*** SUPPLIED INFORMATION Section Begins ***

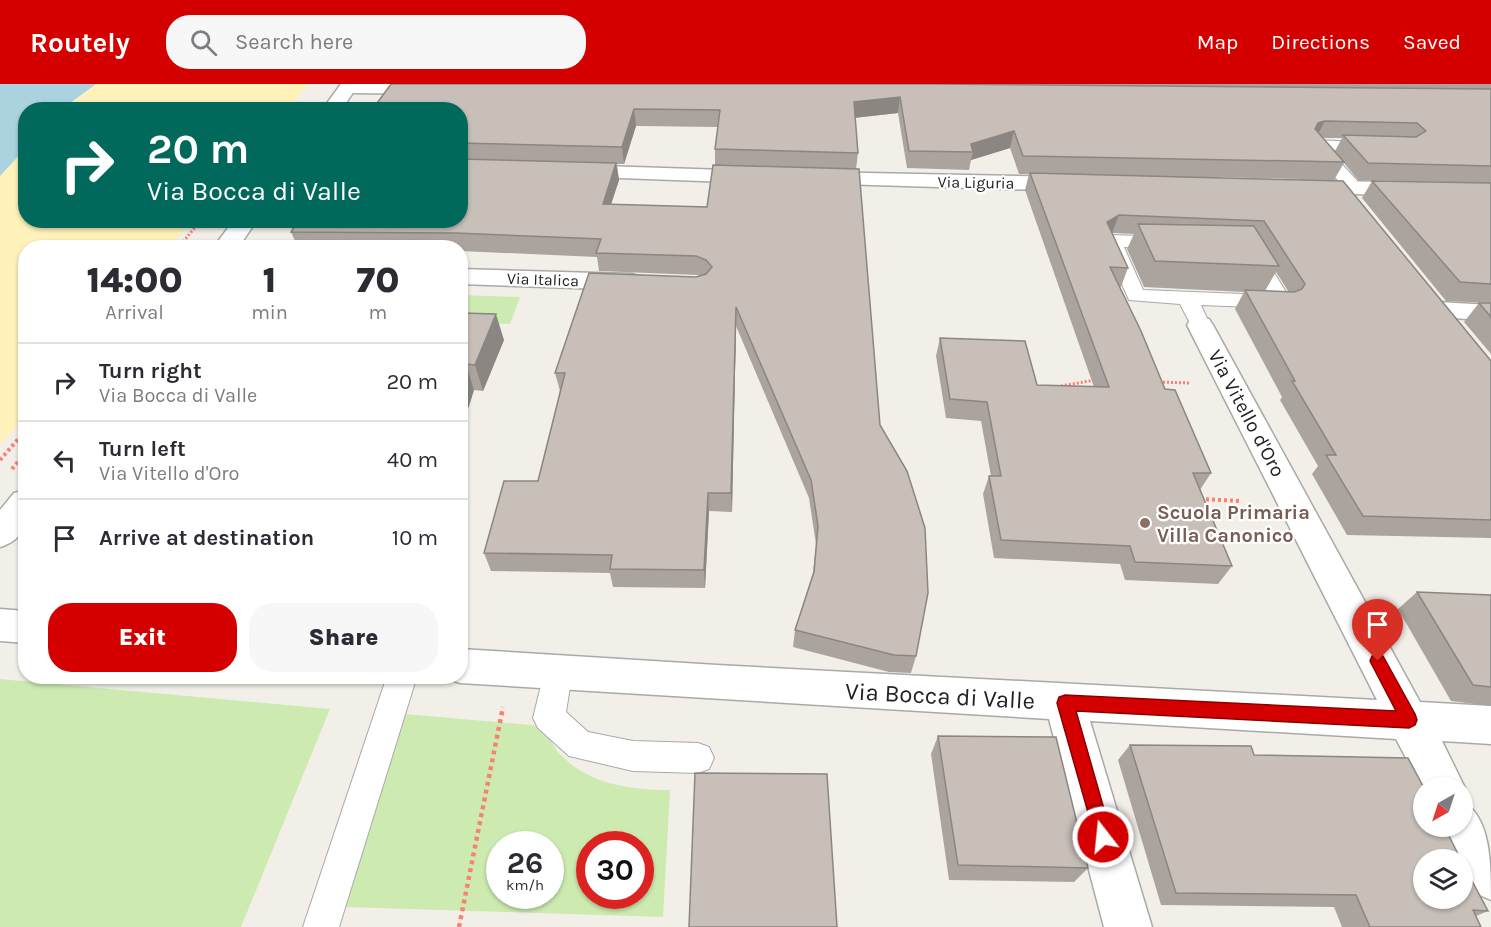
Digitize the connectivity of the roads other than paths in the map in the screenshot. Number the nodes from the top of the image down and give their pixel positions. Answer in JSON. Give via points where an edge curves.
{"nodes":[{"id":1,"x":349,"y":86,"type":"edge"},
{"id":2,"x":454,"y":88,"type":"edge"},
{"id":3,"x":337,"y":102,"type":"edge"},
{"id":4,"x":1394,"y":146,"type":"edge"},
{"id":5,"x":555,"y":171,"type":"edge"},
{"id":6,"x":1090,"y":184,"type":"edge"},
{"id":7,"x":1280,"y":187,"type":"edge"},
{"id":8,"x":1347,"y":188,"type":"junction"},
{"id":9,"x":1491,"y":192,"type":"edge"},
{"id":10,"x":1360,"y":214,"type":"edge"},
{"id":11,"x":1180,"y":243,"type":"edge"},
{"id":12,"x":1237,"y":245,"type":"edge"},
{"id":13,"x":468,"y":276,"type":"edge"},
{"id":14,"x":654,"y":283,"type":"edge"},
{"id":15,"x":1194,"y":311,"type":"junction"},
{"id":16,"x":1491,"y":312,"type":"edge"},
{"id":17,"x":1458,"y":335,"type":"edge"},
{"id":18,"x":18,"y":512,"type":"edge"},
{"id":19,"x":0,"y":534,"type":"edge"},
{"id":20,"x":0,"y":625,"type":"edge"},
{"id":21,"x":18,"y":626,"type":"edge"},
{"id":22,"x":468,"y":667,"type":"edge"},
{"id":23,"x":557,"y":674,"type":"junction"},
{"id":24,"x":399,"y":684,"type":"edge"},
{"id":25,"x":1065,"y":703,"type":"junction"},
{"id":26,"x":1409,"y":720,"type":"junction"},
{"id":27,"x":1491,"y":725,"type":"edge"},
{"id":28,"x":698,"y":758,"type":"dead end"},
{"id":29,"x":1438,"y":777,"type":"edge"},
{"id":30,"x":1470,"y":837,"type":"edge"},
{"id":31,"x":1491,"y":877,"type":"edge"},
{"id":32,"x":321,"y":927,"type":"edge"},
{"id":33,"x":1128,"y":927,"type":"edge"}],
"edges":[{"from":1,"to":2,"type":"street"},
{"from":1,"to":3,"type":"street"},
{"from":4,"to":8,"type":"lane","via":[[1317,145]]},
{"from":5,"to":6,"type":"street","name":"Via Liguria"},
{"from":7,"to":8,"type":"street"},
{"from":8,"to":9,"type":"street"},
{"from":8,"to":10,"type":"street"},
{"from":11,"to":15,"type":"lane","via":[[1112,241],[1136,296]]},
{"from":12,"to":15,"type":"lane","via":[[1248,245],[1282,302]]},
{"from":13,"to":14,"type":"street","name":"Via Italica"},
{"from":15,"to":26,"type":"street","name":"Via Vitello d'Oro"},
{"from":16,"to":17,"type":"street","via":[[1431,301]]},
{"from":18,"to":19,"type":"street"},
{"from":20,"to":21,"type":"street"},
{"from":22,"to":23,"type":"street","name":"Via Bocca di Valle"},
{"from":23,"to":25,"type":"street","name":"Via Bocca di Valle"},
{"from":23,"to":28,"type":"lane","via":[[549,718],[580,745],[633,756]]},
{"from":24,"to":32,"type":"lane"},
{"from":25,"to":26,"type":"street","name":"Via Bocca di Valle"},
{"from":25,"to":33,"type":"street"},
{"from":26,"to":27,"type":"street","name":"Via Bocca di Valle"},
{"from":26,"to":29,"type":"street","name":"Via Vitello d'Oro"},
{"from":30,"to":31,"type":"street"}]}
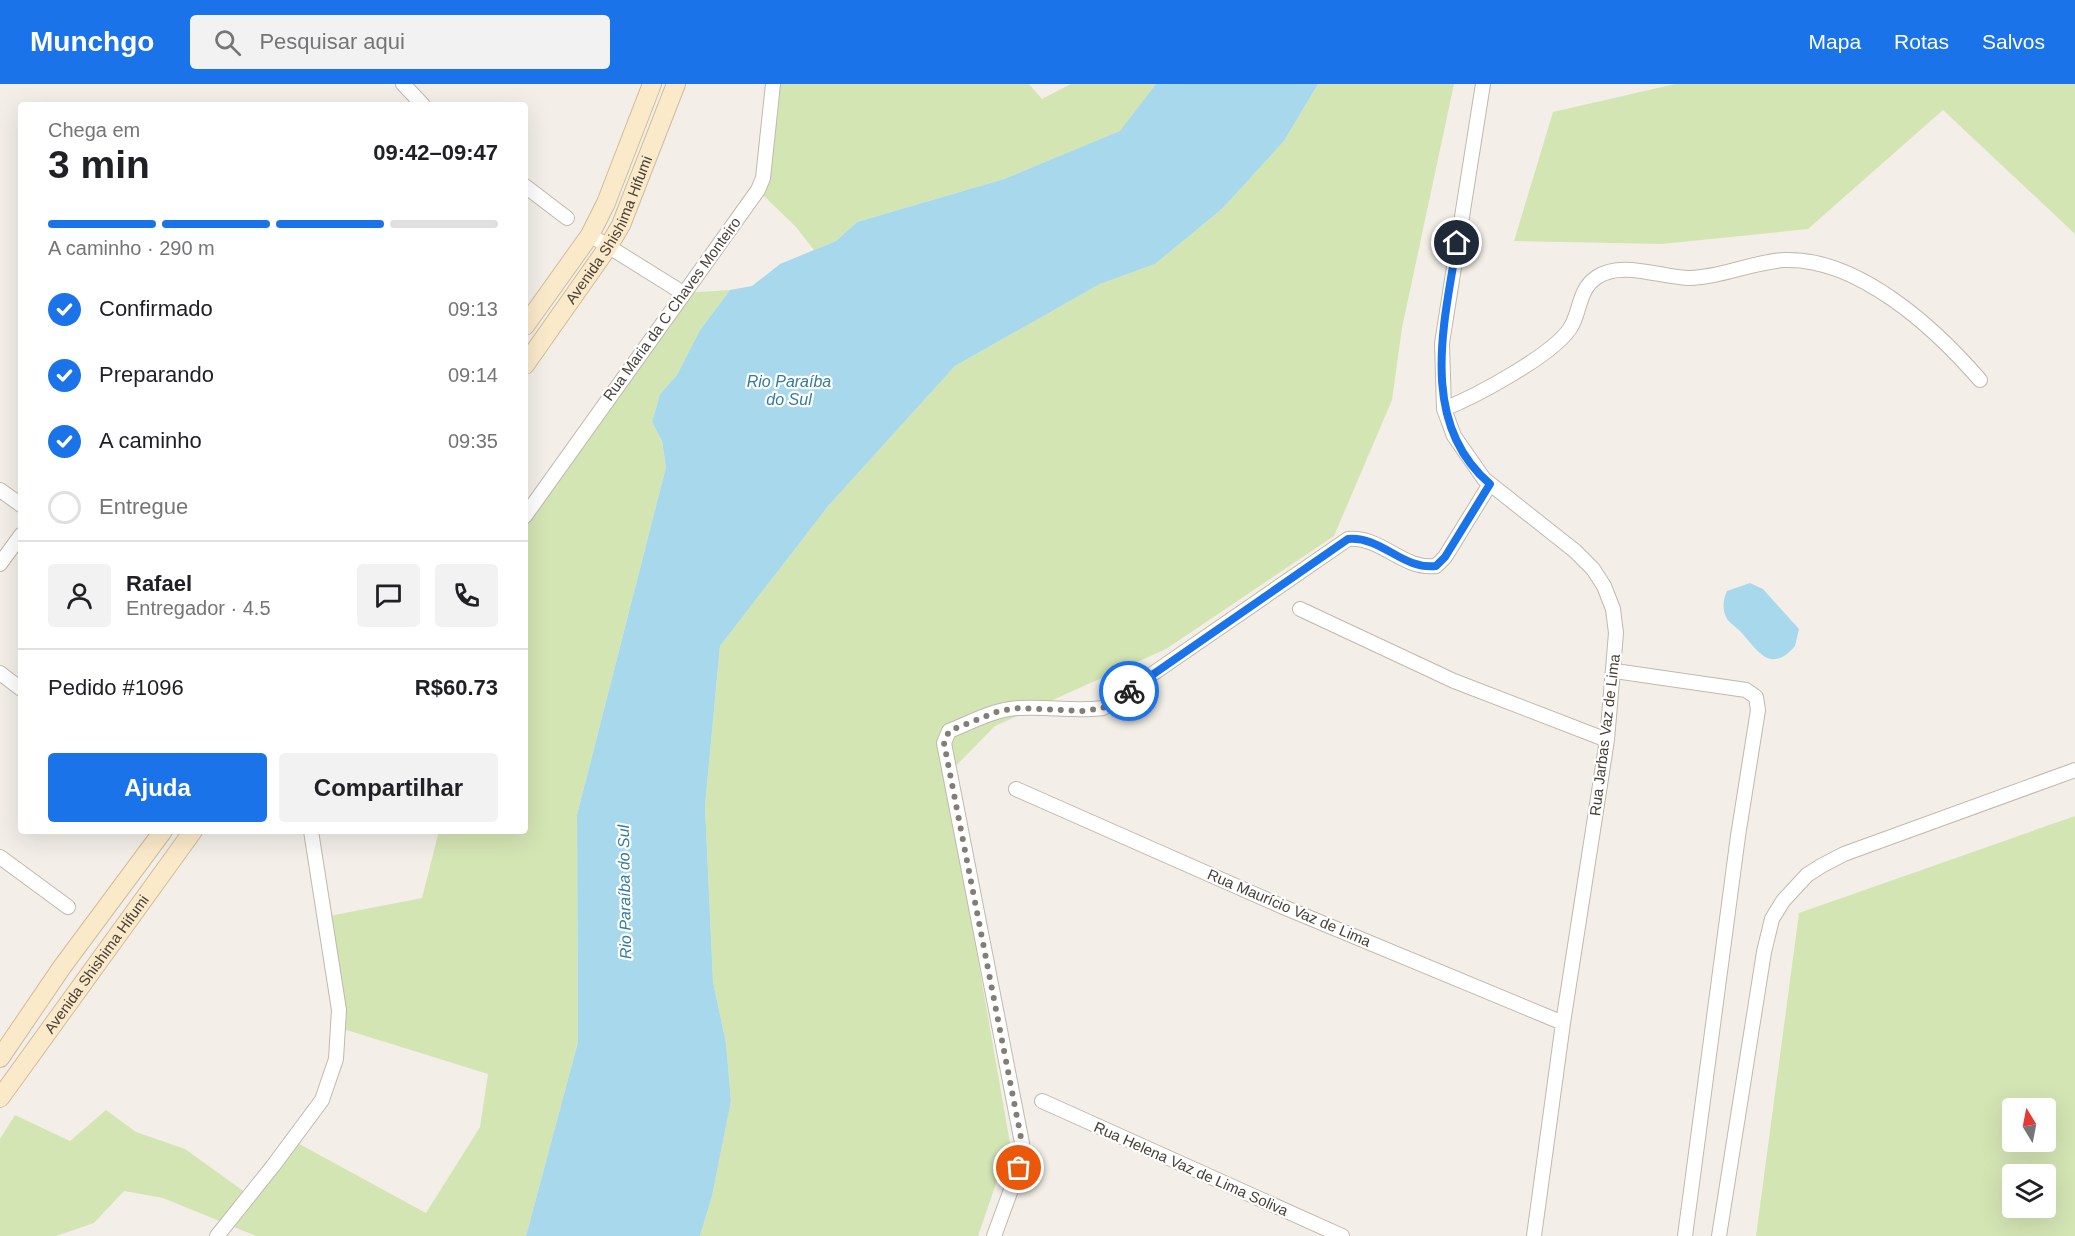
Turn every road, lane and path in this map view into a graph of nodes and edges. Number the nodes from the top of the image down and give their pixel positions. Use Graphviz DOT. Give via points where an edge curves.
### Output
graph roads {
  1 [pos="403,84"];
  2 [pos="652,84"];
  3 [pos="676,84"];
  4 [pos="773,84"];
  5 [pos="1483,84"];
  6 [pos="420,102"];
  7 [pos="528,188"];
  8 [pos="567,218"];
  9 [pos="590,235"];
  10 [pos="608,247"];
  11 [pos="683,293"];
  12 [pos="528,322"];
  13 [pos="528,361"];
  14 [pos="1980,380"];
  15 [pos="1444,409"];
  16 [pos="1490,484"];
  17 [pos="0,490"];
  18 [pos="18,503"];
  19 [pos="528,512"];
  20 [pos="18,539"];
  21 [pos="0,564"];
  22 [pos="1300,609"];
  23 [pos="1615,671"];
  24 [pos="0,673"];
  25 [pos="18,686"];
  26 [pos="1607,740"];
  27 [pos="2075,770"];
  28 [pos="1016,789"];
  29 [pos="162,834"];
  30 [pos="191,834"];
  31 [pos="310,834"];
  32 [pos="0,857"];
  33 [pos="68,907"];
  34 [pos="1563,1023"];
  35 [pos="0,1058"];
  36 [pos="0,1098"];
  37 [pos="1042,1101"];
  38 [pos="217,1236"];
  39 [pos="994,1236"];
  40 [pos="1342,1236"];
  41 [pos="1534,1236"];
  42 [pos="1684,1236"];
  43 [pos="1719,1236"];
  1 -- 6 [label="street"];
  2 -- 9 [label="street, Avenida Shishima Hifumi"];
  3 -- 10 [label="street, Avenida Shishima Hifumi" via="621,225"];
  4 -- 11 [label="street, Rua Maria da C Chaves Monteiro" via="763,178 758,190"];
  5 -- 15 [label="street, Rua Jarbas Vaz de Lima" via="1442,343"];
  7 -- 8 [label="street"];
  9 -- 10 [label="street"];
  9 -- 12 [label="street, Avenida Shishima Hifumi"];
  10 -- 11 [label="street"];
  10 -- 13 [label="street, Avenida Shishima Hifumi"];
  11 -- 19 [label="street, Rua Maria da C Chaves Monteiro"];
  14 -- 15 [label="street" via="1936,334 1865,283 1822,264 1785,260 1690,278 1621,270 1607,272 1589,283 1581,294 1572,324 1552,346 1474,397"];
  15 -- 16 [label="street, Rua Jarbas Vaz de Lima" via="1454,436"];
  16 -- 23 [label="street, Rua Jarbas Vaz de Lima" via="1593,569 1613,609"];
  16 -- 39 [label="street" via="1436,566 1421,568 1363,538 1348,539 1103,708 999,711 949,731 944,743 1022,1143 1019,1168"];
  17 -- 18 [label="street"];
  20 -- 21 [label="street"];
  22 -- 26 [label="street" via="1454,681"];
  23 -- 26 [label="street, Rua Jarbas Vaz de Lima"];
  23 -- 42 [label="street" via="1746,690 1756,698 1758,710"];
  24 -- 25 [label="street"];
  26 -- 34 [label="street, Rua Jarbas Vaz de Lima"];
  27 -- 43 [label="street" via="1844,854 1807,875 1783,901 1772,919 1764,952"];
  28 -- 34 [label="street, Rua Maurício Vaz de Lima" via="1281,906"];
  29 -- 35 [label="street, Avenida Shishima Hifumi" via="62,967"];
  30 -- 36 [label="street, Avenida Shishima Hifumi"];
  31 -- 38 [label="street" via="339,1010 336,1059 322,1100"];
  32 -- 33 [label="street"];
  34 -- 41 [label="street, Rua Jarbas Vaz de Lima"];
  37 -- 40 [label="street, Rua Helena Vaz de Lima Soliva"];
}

*** SUPPLIED INFORMATION Section Ends ***

[WORK ORDER]:
If a line in the records contains the word "Number", copy it.

[SOLVED EXERCISE]:
Digitize the connectivity of the roads other than paths in the map in the screenshot. Number the nodes from the top of the image down and give their pixel positions. Answer in JSON. Give via points where an edge curves.
Turn every road, lane and path in this map view into a graph of nodes and edges. Number the nodes from the top of the image down and give their pixel positions. Use Graphviz DOT. Give via points where an edge curves.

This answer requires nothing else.